Write every line of the material again exactly, with no pictures in the copy.

▶ THE INPUT
_ _ _ _ _

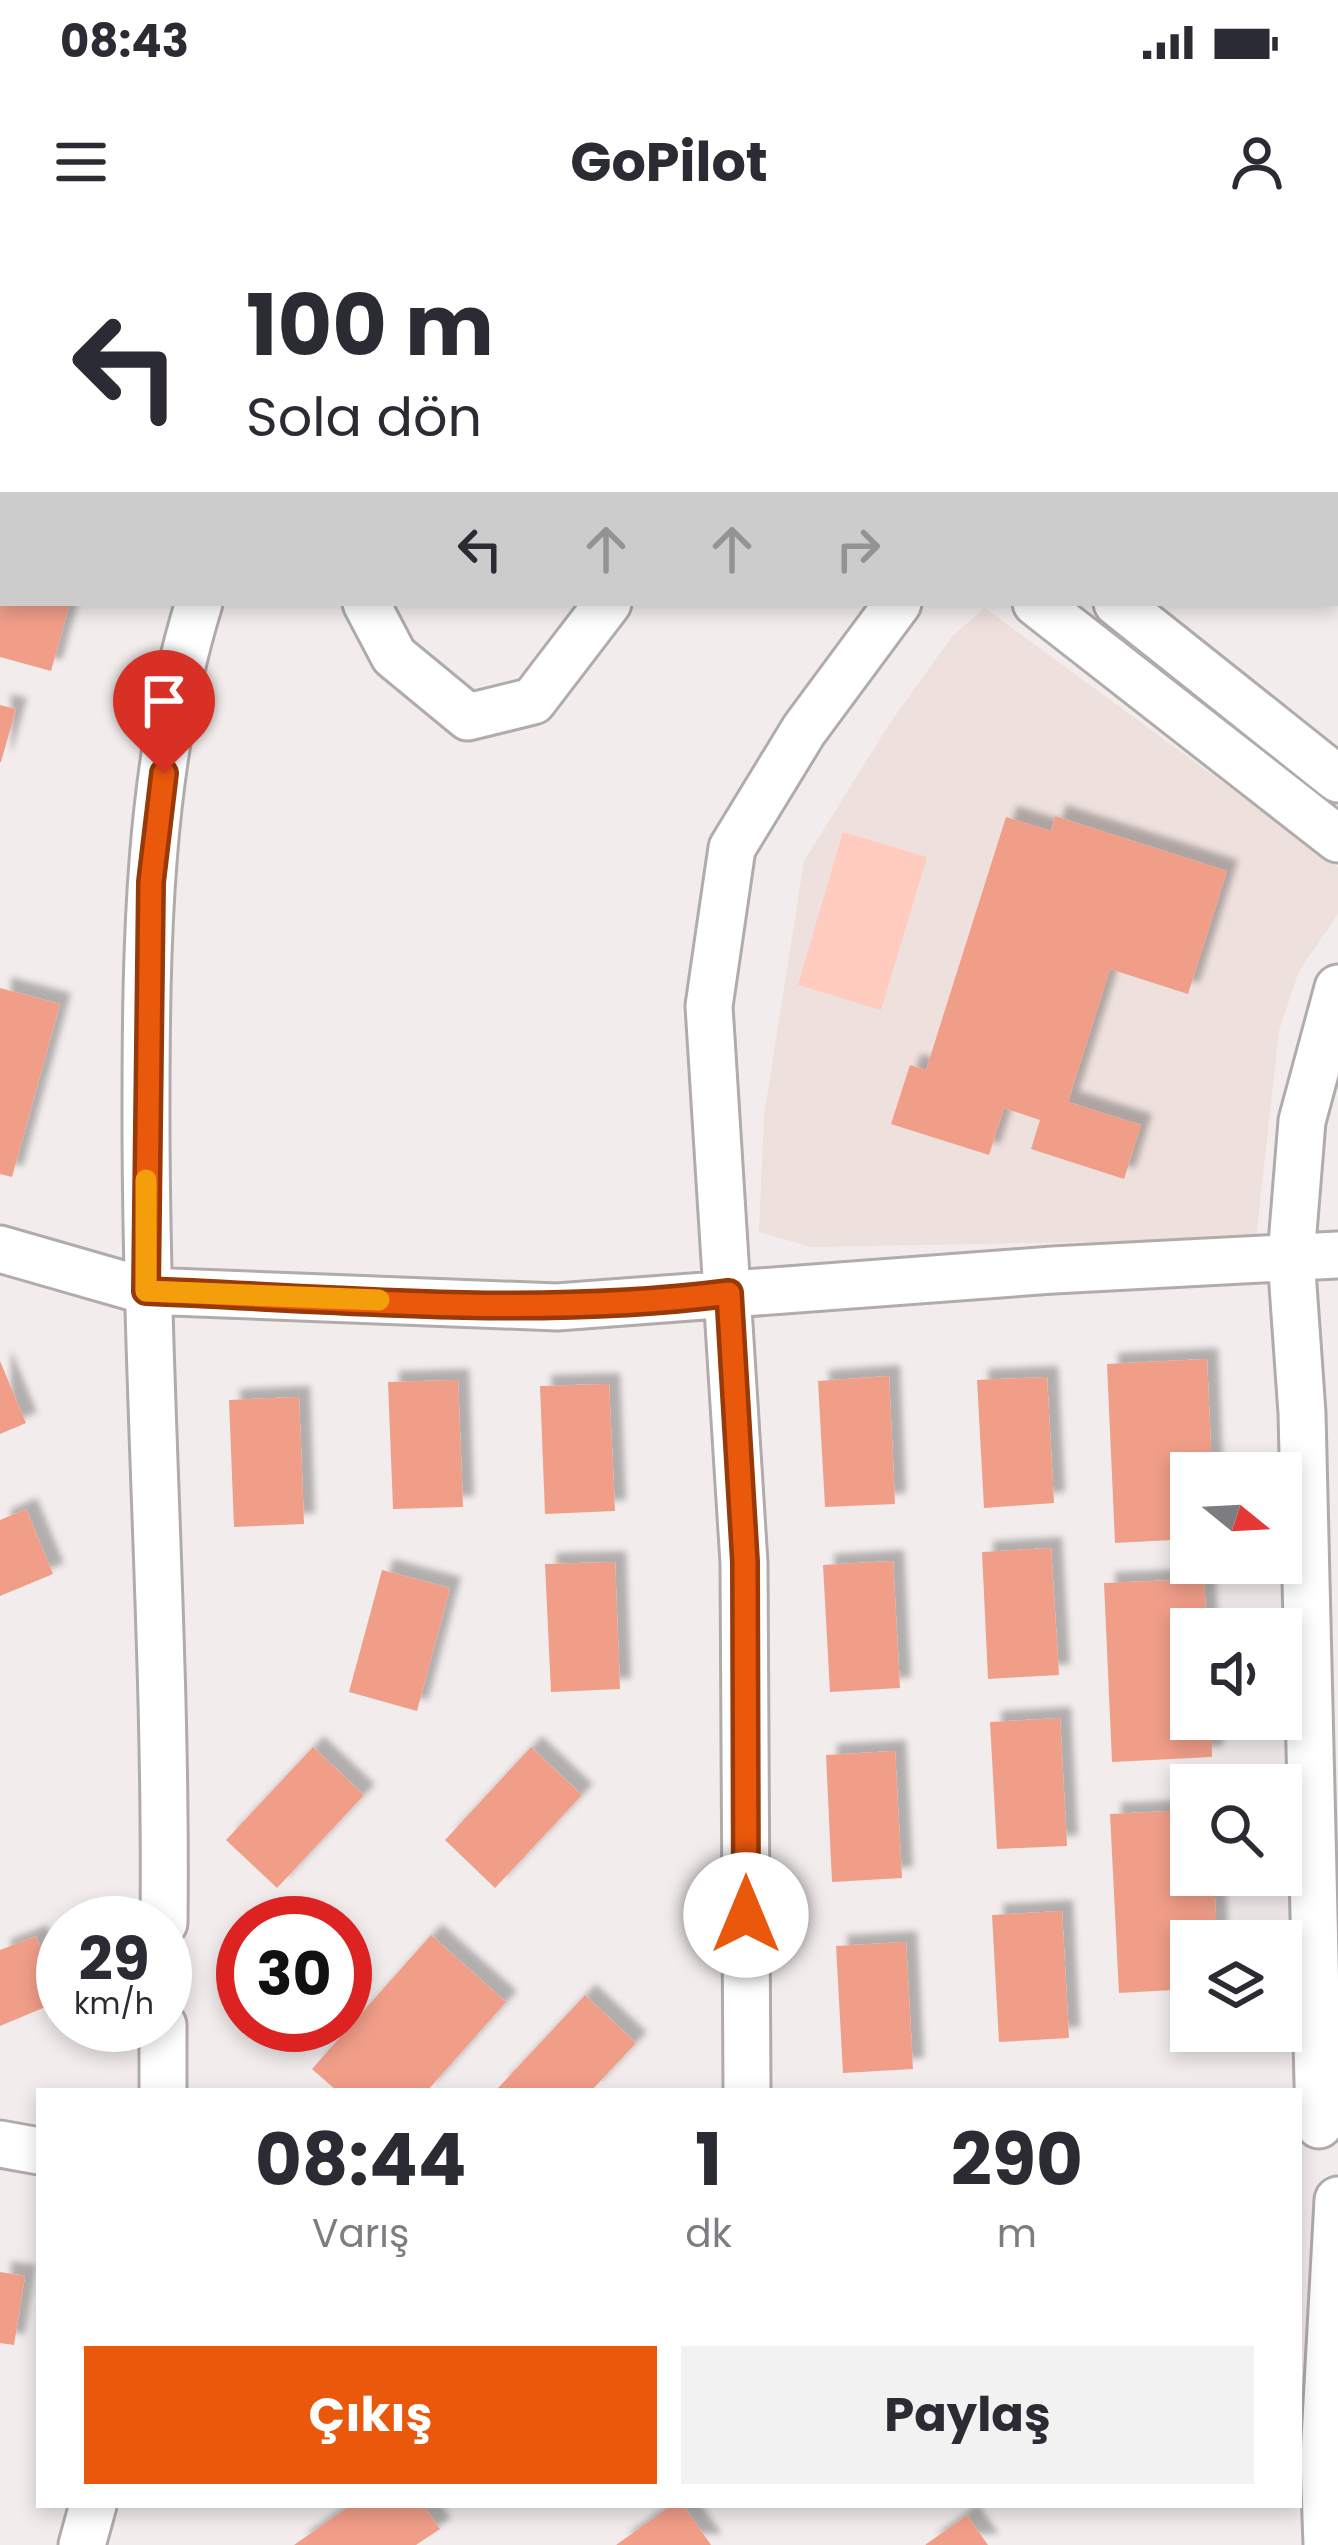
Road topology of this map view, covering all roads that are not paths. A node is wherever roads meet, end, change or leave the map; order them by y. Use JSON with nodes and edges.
{"nodes":[{"id":1,"x":198,"y":606,"type":"edge"},
{"id":2,"x":368,"y":606,"type":"edge"},
{"id":3,"x":606,"y":606,"type":"edge"},
{"id":4,"x":896,"y":606,"type":"edge"},
{"id":5,"x":1040,"y":606,"type":"edge"},
{"id":6,"x":1121,"y":606,"type":"edge"},
{"id":7,"x":1338,"y":779,"type":"edge"},
{"id":8,"x":1338,"y":839,"type":"edge"},
{"id":9,"x":1338,"y":988,"type":"edge"},
{"id":10,"x":0,"y":1250,"type":"edge"},
{"id":11,"x":1338,"y":1255,"type":"edge"},
{"id":12,"x":1291,"y":1257,"type":"junction"},
{"id":13,"x":146,"y":1291,"type":"junction"},
{"id":14,"x":729,"y":1293,"type":"junction"},
{"id":15,"x":164,"y":1896,"type":"edge"},
{"id":16,"x":163,"y":2052,"type":"edge"},
{"id":17,"x":163,"y":2088,"type":"edge"},
{"id":18,"x":747,"y":2088,"type":"edge"},
{"id":19,"x":1319,"y":2126,"type":"edge"},
{"id":20,"x":0,"y":2144,"type":"edge"},
{"id":21,"x":36,"y":2150,"type":"edge"},
{"id":22,"x":1338,"y":2200,"type":"edge"},
{"id":23,"x":92,"y":2508,"type":"edge"},
{"id":24,"x":82,"y":2545,"type":"edge"},
{"id":25,"x":1328,"y":2545,"type":"edge"}],
"edges":[{"from":1,"to":13,"type":"street"},
{"from":2,"to":3,"type":"street"},
{"from":4,"to":14,"type":"street"},
{"from":5,"to":8,"type":"street"},
{"from":6,"to":7,"type":"street"},
{"from":9,"to":12,"type":"street"},
{"from":10,"to":13,"type":"street"},
{"from":11,"to":12,"type":"street"},
{"from":12,"to":14,"type":"street"},
{"from":12,"to":19,"type":"street"},
{"from":13,"to":14,"type":"street"},
{"from":13,"to":15,"type":"street"},
{"from":14,"to":18,"type":"street"},
{"from":16,"to":17,"type":"street"},
{"from":20,"to":21,"type":"street"},
{"from":22,"to":25,"type":"street"},
{"from":23,"to":24,"type":"street"}]}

_ _ _ _ _

▶ EXERCISE RESULT
Road topology of this map view, covering all roads that are not paths. A node is wherever roads meet, end, change or leave the map; order them by y. Use JSON with nodes and edges.
{"nodes":[{"id":1,"x":198,"y":606,"type":"edge"},
{"id":2,"x":368,"y":606,"type":"edge"},
{"id":3,"x":606,"y":606,"type":"edge"},
{"id":4,"x":896,"y":606,"type":"edge"},
{"id":5,"x":1040,"y":606,"type":"edge"},
{"id":6,"x":1121,"y":606,"type":"edge"},
{"id":7,"x":1338,"y":779,"type":"edge"},
{"id":8,"x":1338,"y":839,"type":"edge"},
{"id":9,"x":1338,"y":988,"type":"edge"},
{"id":10,"x":0,"y":1250,"type":"edge"},
{"id":11,"x":1338,"y":1255,"type":"edge"},
{"id":12,"x":1291,"y":1257,"type":"junction"},
{"id":13,"x":146,"y":1291,"type":"junction"},
{"id":14,"x":729,"y":1293,"type":"junction"},
{"id":15,"x":164,"y":1896,"type":"edge"},
{"id":16,"x":163,"y":2052,"type":"edge"},
{"id":17,"x":163,"y":2088,"type":"edge"},
{"id":18,"x":747,"y":2088,"type":"edge"},
{"id":19,"x":1319,"y":2126,"type":"edge"},
{"id":20,"x":0,"y":2144,"type":"edge"},
{"id":21,"x":36,"y":2150,"type":"edge"},
{"id":22,"x":1338,"y":2200,"type":"edge"},
{"id":23,"x":92,"y":2508,"type":"edge"},
{"id":24,"x":82,"y":2545,"type":"edge"},
{"id":25,"x":1328,"y":2545,"type":"edge"}],
"edges":[{"from":1,"to":13,"type":"street"},
{"from":2,"to":3,"type":"street"},
{"from":4,"to":14,"type":"street"},
{"from":5,"to":8,"type":"street"},
{"from":6,"to":7,"type":"street"},
{"from":9,"to":12,"type":"street"},
{"from":10,"to":13,"type":"street"},
{"from":11,"to":12,"type":"street"},
{"from":12,"to":14,"type":"street"},
{"from":12,"to":19,"type":"street"},
{"from":13,"to":14,"type":"street"},
{"from":13,"to":15,"type":"street"},
{"from":14,"to":18,"type":"street"},
{"from":16,"to":17,"type":"street"},
{"from":20,"to":21,"type":"street"},
{"from":22,"to":25,"type":"street"},
{"from":23,"to":24,"type":"street"}]}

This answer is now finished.